** Extracted entries follows **

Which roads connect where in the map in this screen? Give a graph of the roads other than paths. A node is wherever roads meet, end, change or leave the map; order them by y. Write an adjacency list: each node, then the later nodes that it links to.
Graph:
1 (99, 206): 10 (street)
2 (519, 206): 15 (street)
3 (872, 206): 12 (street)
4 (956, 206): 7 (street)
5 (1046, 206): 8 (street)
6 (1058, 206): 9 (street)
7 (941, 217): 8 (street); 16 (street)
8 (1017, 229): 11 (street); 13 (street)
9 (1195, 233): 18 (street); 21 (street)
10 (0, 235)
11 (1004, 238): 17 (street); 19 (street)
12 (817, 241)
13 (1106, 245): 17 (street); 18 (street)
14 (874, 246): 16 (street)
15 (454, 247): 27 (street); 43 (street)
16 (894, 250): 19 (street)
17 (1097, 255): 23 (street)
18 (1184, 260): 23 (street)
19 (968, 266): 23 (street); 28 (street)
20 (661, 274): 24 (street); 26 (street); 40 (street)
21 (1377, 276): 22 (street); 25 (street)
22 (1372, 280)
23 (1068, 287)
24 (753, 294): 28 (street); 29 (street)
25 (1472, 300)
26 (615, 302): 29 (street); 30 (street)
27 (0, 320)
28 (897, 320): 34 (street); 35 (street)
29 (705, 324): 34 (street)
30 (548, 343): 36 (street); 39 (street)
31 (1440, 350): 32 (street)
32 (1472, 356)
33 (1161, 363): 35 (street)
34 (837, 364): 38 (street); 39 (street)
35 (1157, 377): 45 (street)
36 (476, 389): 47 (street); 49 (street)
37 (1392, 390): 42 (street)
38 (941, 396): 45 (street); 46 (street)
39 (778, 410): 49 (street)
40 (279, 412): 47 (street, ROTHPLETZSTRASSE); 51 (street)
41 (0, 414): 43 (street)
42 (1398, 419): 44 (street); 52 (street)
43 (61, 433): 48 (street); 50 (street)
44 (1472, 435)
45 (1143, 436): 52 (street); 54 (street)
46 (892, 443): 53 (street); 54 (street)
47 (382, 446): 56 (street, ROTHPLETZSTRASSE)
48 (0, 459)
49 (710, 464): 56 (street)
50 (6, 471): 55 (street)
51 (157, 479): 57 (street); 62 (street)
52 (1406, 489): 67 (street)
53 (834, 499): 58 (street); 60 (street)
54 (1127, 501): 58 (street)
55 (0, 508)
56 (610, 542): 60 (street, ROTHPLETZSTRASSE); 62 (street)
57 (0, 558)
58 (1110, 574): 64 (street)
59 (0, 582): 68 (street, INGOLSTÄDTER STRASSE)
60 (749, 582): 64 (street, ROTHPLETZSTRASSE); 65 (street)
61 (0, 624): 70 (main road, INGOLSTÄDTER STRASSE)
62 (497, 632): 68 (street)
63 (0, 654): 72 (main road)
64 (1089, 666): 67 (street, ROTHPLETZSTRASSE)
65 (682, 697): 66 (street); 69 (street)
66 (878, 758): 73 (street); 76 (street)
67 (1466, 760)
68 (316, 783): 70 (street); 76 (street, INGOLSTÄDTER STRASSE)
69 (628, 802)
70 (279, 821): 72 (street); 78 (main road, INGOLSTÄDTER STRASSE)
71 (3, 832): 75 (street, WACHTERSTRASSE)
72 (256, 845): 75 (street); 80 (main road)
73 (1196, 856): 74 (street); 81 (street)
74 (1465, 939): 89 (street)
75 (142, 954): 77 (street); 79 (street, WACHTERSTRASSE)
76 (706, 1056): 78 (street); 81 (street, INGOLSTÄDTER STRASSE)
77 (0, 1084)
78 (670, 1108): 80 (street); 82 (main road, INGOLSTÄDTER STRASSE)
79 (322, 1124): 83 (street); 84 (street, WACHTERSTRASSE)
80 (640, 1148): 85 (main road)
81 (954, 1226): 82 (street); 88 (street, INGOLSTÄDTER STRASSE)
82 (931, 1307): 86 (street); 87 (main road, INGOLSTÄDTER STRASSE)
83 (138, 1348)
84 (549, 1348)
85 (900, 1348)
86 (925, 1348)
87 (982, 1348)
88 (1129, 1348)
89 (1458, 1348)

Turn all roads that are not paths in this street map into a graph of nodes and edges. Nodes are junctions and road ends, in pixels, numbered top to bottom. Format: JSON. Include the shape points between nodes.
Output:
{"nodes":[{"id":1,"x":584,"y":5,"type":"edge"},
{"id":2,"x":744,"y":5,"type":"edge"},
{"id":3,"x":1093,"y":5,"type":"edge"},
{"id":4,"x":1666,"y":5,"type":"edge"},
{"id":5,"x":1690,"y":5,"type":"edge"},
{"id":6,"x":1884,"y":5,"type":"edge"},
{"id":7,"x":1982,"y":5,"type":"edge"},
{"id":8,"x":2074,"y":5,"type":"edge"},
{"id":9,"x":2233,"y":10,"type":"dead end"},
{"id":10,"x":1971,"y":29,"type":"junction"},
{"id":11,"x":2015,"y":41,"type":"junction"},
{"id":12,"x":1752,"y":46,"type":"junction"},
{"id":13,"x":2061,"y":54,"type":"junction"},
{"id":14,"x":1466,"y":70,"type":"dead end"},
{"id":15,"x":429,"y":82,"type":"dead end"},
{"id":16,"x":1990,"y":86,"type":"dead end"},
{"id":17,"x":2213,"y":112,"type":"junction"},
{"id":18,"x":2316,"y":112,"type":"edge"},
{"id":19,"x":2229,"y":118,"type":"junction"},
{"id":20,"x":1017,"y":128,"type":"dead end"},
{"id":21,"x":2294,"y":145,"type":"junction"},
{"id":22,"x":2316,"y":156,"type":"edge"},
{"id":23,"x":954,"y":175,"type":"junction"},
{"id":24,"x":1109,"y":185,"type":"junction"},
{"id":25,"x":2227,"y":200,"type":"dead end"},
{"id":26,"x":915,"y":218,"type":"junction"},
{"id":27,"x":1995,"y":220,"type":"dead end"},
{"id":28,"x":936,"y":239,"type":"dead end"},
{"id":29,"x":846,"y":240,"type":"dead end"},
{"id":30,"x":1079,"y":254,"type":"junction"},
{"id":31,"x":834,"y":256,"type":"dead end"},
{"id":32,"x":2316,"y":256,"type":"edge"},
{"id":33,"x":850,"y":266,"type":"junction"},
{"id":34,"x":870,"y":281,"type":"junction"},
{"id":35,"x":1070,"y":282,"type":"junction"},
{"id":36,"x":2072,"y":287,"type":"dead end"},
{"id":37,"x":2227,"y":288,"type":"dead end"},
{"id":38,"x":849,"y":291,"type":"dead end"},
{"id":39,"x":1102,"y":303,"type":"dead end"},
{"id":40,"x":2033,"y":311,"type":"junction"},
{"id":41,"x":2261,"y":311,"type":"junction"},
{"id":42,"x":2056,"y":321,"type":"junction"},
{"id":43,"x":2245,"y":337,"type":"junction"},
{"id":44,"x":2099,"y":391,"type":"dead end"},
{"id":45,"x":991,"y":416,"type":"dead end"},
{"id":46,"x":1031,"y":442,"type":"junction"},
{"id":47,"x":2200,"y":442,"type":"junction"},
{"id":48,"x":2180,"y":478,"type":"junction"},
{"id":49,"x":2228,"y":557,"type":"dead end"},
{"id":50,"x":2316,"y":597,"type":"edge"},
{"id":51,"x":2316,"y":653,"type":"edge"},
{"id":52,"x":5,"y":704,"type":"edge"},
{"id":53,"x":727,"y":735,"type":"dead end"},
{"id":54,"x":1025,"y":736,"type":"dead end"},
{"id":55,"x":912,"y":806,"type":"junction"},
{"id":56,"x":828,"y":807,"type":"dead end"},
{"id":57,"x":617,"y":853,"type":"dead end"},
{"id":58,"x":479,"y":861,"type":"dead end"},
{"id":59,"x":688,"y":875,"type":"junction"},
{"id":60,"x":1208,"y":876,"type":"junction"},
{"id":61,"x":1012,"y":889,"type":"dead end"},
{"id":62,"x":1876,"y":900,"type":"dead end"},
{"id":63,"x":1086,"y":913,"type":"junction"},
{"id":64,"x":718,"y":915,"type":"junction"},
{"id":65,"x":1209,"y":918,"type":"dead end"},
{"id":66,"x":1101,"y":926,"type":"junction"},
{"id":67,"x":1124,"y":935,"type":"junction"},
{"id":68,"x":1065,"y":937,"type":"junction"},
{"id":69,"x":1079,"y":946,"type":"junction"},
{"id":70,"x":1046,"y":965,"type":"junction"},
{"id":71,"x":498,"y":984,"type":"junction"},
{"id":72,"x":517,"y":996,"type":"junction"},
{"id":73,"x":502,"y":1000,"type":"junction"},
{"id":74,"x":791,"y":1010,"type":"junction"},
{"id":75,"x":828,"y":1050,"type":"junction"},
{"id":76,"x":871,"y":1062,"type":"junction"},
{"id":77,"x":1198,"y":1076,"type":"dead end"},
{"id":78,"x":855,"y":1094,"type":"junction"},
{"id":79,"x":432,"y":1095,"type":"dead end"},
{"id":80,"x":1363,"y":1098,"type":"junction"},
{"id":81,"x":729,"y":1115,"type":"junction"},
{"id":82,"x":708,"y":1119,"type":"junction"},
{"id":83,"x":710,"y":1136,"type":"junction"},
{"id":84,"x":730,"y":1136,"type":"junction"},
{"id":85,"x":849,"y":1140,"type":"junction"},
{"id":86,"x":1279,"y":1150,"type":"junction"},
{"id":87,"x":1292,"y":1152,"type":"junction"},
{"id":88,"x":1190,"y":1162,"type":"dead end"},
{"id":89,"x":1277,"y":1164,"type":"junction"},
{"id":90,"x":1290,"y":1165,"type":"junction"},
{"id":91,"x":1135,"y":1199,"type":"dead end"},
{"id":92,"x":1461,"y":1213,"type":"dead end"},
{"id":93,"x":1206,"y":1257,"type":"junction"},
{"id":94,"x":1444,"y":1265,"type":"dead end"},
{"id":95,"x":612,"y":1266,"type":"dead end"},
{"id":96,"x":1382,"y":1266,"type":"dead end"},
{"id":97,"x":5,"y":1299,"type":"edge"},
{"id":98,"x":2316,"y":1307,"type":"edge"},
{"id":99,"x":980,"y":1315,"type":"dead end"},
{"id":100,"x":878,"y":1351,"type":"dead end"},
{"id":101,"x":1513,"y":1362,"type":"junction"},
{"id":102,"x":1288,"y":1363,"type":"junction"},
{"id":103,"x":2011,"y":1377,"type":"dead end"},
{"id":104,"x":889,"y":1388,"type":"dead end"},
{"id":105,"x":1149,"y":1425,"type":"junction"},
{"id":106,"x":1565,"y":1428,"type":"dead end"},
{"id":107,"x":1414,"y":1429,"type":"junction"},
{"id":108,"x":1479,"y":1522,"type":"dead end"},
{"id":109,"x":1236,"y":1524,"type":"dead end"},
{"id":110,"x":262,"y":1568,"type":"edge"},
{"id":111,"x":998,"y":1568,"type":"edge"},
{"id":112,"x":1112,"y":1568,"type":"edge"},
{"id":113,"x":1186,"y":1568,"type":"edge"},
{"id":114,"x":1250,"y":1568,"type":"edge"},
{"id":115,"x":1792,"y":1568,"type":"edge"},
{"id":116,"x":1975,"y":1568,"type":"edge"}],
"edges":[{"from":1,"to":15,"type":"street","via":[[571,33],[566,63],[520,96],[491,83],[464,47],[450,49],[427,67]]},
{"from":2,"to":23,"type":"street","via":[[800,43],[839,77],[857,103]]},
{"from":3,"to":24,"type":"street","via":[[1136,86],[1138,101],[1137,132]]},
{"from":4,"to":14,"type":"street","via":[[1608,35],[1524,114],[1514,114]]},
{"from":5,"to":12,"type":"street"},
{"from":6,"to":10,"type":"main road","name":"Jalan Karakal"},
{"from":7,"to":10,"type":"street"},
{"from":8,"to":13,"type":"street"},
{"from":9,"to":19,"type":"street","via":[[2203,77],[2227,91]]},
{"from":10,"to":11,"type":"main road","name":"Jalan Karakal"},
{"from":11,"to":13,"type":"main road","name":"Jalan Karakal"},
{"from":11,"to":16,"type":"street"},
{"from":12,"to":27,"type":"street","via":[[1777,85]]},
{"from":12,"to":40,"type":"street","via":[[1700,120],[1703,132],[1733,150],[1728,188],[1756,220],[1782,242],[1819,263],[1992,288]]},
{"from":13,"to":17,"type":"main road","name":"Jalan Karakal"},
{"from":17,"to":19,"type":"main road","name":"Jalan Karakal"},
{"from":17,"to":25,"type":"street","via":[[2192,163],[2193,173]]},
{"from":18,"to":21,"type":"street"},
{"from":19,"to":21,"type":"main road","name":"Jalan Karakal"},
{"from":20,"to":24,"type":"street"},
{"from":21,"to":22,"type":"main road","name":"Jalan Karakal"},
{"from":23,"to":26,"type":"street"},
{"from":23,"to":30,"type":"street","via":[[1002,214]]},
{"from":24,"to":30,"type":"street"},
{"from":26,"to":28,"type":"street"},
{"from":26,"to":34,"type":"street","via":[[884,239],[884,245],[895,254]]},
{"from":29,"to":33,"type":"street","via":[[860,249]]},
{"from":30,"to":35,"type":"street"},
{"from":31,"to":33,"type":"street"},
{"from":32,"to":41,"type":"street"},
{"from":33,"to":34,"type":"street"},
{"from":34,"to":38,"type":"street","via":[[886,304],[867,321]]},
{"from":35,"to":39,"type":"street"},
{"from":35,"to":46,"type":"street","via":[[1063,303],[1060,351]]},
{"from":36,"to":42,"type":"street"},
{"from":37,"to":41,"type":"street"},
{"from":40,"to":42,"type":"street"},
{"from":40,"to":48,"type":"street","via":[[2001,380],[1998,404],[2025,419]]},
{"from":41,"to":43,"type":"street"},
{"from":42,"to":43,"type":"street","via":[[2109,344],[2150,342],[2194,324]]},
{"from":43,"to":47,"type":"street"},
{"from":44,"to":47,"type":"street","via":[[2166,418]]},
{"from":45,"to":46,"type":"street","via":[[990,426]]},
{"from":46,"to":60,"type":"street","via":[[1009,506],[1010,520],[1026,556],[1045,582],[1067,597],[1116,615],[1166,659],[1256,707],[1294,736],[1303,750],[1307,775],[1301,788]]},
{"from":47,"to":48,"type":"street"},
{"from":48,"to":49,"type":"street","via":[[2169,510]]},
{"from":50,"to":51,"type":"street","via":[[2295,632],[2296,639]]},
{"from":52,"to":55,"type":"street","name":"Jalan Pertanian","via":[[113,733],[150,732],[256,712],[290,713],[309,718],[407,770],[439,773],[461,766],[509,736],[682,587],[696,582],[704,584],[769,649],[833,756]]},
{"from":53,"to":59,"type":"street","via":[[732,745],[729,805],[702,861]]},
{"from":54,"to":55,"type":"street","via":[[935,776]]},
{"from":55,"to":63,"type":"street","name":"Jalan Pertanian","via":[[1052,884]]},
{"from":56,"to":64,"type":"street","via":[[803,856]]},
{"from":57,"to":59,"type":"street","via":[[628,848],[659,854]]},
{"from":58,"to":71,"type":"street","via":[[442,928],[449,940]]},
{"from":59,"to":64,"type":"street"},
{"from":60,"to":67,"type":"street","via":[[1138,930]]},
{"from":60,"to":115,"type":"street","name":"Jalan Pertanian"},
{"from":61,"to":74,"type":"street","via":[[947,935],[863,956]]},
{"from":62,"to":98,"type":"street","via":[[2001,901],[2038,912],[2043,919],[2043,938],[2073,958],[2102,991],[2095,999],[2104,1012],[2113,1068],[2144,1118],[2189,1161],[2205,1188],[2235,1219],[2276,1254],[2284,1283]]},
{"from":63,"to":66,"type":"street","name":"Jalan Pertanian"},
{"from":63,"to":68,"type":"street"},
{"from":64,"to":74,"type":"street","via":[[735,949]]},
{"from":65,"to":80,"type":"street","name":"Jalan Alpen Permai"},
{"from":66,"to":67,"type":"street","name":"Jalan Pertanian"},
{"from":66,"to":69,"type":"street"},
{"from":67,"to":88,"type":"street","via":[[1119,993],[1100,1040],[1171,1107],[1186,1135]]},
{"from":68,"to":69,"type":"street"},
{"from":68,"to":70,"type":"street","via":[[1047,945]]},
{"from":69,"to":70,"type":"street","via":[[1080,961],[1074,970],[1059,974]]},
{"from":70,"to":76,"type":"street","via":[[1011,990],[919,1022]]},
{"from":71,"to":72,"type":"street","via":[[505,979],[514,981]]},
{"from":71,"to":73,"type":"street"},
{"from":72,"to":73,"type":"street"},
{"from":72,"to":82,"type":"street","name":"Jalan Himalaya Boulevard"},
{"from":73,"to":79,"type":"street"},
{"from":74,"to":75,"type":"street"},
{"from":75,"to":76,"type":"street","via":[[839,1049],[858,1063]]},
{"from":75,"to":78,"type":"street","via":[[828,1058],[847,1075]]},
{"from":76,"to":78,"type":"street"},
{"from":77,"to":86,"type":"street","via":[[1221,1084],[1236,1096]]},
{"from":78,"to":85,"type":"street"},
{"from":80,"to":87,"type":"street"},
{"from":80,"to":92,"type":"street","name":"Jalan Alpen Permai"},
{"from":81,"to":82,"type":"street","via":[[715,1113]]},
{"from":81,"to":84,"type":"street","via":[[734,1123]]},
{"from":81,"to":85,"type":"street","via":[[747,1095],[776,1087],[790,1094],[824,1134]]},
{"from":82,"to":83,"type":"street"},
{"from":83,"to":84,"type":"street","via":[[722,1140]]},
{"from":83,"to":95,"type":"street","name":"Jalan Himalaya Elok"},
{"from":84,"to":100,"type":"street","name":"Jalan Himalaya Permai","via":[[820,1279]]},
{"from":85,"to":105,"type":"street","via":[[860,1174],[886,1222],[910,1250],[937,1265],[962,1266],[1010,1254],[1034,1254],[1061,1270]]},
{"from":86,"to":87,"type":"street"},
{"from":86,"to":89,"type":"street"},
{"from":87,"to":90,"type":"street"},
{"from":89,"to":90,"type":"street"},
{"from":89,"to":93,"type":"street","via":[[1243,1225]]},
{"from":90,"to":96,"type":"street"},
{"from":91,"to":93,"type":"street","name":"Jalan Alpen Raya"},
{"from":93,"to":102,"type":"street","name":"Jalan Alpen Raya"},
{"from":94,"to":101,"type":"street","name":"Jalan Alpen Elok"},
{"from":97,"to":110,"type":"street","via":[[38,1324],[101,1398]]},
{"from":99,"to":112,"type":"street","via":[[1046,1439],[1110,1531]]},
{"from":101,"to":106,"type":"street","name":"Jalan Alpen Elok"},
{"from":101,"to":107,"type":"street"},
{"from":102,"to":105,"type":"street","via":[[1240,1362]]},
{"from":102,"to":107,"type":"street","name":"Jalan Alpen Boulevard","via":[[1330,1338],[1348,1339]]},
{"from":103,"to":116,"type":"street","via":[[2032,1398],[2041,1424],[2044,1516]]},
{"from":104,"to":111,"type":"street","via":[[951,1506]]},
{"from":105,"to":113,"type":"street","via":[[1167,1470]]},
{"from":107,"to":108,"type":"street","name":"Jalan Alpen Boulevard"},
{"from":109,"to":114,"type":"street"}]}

** End of Extracted entries **

The answer must consist of every line above that holds the string "Permai", copied exactly.

{"from":65,"to":80,"type":"street","name":"Jalan Alpen Permai"},
{"from":80,"to":92,"type":"street","name":"Jalan Alpen Permai"},
{"from":84,"to":100,"type":"street","name":"Jalan Himalaya Permai","via":[[820,1279]]},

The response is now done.